Fingal councillors to ask women how best to ensure safe public space

Public consultation in north county Dublin secures approval from elected representatives

Plans to consult women living in north county Dublin on how best to make public spaces safe could pave the way for future development elsewhere, a meeting of Fingal County Council has heard.

The initiative is aimed at getting female perspectives on how future design would improve security. It is being spearheaded by Fingal Mayor Cllr Seána Ó Rodaigh.

The move follows several recent attacks on women in public spaces.

“I was thinking this would be a study of women and children’s safety to identify the factors that make women and children feel safe and unsafe. So it’s really consultation, it’s asking women,” said the mayor at Monday’s meeting.
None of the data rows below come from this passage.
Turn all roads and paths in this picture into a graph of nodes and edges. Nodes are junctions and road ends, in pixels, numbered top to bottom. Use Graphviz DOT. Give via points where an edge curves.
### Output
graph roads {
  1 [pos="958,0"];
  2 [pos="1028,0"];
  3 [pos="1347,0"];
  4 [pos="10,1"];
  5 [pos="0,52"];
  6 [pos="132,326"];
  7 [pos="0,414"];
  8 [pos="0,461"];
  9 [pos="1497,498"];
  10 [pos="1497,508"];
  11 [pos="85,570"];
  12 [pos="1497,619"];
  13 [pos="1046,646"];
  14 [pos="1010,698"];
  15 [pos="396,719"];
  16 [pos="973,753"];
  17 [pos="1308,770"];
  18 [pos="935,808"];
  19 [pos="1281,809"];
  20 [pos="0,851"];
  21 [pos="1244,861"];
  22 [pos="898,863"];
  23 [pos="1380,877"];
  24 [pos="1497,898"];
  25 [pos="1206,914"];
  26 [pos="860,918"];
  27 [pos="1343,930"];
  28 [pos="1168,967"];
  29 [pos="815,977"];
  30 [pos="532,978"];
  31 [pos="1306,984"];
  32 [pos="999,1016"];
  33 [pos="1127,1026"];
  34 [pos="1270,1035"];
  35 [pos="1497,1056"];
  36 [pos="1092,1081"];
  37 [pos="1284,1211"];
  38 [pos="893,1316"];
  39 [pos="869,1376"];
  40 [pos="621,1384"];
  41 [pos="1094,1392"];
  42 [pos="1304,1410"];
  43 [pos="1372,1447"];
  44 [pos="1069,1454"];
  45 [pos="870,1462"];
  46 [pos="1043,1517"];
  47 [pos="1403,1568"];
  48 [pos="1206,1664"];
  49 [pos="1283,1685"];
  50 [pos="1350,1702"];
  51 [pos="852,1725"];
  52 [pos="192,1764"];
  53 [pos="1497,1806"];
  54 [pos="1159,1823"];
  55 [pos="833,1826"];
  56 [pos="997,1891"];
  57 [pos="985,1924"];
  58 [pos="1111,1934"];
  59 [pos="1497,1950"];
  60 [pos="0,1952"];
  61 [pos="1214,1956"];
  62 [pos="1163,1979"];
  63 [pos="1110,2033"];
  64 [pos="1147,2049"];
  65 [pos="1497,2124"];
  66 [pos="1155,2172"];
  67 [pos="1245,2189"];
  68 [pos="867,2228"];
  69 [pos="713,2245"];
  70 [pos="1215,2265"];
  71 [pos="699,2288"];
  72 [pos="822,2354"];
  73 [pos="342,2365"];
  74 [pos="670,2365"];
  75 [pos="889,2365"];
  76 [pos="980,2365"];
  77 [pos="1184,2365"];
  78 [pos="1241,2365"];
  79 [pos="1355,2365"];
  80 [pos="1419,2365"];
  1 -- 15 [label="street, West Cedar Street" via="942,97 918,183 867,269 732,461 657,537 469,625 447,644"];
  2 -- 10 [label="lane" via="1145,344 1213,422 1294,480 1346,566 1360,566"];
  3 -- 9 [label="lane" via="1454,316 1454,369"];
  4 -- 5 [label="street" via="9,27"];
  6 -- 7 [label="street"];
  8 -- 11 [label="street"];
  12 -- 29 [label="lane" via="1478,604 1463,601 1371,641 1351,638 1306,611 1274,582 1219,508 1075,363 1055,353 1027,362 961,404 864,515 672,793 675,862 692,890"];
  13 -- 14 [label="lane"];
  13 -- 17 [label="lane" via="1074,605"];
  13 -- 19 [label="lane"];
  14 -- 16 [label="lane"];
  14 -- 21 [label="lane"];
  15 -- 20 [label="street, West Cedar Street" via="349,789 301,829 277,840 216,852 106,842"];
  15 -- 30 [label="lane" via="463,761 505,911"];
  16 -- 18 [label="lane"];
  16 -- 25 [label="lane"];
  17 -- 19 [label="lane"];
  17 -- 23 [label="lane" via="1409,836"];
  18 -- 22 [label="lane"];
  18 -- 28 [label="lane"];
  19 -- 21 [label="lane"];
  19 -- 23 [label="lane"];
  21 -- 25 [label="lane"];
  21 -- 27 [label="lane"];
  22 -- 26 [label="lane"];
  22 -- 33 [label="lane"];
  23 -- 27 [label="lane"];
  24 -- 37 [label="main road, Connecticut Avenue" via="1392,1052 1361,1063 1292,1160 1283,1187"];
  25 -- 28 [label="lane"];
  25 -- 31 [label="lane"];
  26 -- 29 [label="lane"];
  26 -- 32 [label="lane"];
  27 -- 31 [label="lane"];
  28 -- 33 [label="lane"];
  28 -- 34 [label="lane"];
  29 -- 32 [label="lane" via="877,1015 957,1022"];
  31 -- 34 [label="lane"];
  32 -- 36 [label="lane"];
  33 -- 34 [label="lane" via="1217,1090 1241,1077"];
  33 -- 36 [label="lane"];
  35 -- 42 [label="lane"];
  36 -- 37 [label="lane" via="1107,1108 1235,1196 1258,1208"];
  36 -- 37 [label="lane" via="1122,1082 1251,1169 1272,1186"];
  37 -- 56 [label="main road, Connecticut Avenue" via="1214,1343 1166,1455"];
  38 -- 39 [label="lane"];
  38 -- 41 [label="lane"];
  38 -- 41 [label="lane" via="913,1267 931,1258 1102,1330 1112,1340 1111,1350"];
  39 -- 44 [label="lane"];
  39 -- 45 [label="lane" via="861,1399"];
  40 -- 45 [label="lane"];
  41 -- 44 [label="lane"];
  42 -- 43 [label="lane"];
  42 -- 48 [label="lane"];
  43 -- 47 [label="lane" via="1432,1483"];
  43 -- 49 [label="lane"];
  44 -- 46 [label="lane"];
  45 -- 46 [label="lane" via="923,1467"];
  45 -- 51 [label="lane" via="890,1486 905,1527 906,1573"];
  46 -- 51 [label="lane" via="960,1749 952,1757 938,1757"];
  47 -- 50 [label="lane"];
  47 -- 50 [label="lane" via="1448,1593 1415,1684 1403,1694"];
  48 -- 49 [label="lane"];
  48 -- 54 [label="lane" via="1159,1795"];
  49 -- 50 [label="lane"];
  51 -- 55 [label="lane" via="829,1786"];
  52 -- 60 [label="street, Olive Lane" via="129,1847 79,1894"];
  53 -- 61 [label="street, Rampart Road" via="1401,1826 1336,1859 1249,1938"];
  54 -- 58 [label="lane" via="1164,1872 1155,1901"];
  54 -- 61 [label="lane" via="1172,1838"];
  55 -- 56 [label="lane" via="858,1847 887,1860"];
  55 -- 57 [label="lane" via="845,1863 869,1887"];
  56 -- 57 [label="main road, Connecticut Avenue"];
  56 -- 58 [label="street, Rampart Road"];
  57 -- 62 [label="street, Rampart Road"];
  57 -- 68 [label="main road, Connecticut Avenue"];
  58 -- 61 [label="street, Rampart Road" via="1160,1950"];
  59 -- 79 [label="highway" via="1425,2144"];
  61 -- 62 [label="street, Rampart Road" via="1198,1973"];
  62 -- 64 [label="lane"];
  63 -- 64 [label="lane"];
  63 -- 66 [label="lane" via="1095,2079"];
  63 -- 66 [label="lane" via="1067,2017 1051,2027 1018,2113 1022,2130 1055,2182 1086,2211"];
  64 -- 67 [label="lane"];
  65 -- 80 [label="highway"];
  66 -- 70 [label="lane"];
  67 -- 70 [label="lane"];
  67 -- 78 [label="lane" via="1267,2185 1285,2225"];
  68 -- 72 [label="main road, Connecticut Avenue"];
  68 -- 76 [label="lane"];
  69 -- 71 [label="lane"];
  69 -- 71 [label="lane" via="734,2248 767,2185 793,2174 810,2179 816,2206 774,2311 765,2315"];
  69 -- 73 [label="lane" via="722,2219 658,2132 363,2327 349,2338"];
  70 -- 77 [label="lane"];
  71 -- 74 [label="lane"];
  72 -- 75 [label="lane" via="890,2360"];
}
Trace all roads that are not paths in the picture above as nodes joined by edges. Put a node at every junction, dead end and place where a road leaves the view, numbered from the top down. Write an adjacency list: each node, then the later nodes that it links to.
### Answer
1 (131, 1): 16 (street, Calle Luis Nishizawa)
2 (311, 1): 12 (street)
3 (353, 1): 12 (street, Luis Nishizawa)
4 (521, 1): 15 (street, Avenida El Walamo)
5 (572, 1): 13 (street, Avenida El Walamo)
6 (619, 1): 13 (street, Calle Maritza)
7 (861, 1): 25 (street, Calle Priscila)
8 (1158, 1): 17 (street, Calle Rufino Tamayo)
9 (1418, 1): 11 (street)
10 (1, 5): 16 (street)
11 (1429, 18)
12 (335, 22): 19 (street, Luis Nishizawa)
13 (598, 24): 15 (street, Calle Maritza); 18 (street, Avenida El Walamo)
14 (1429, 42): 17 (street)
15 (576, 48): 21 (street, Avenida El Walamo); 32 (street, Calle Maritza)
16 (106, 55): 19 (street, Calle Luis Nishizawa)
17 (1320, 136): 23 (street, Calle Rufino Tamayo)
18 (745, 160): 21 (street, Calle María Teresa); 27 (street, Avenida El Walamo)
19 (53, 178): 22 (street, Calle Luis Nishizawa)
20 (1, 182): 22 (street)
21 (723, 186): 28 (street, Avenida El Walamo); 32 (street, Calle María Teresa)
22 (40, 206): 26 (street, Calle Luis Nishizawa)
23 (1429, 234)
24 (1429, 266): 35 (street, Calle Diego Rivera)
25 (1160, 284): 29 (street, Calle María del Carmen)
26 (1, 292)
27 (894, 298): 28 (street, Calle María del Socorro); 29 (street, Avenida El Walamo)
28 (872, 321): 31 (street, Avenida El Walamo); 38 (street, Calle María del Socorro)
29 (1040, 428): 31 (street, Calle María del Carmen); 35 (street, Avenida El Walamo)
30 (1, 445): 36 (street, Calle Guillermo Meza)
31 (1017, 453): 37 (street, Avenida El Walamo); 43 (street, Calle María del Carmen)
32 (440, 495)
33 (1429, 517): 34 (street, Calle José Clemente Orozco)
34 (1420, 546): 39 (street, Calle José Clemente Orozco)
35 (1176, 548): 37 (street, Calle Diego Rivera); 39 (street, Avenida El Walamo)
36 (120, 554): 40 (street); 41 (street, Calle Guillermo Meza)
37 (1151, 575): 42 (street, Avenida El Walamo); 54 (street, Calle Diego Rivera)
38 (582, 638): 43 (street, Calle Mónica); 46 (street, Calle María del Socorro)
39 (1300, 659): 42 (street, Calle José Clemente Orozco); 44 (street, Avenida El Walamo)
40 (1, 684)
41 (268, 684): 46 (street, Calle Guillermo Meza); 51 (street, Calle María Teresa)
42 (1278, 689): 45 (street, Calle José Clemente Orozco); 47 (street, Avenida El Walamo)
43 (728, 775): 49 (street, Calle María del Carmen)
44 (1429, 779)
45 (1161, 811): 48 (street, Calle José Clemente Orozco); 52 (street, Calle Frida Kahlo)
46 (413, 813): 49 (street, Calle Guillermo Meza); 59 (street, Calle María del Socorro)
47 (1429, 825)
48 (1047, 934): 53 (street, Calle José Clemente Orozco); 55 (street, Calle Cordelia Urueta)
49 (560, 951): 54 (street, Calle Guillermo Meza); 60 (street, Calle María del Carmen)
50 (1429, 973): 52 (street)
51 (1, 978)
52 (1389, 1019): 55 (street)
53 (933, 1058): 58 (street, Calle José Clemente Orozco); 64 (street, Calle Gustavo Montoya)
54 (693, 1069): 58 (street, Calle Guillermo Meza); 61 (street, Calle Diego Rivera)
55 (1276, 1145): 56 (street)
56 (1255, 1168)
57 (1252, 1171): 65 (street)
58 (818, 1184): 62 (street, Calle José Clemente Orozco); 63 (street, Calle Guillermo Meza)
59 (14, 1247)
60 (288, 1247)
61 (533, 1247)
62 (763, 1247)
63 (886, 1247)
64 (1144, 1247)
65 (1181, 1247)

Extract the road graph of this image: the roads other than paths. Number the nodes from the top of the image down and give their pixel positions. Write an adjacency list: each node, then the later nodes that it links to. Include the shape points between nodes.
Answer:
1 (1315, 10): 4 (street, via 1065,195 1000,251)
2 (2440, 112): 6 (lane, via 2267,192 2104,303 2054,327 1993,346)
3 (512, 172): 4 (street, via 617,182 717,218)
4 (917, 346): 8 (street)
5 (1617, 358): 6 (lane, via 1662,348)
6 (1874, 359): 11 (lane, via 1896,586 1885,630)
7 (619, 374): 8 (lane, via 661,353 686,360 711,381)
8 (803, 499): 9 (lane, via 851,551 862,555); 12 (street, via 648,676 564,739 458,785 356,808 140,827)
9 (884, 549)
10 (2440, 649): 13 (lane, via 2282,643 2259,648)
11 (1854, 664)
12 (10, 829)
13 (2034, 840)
“The children element would be different [in] how we would engage with them. But . . . I don’t think it’s ever been asked before.”

The Labour Party councillor expressed confidence that Fingal’s lead could be followed by other councils. While the issue of children’s safety was later added to the motion, the debate was focused on women’s safety. The mayor noted that engineering and design in public planning has, traditionally, been male dominated and gauging the female perspective would enable a “different lens” for future works.

The proposed study attracted unanimous support and looks set to take the form of open consultation. It will be forwarded to the local authority’s joint policing committee for development.


Sinn Féin Cllr Natalie Treacy, backing the consultation approach, suggested it include various women's groups such as walking clubs. "We need to listen to the women and their views," she said.

Independent Cllr Joe Newman, who supported the motion, was eager to prevent any suggestion that male planners do not have concern for people’s safety in mind.

“With regards to men designing public realm and places like that, I’m sure there’s plenty of women behind those men that contribute to how we develop and design them,” he said. “Men, I think, are caring too and do consider people’s safety.”

However, that prompted comments on the difference in experience.

Green Party Cllr Karen Power asked those at the meeting to simultaneously call out the word they would use if they were being attacked. Saying the word "fire", she opined that men generally assume it is "help", not having to consider the issue to the extent that women do.

“I hear what Cllr Newman is saying in relation to the men who are designing these spaces,” she said. “I understand where he is coming from, it’s just it’s a different lived experience for women.”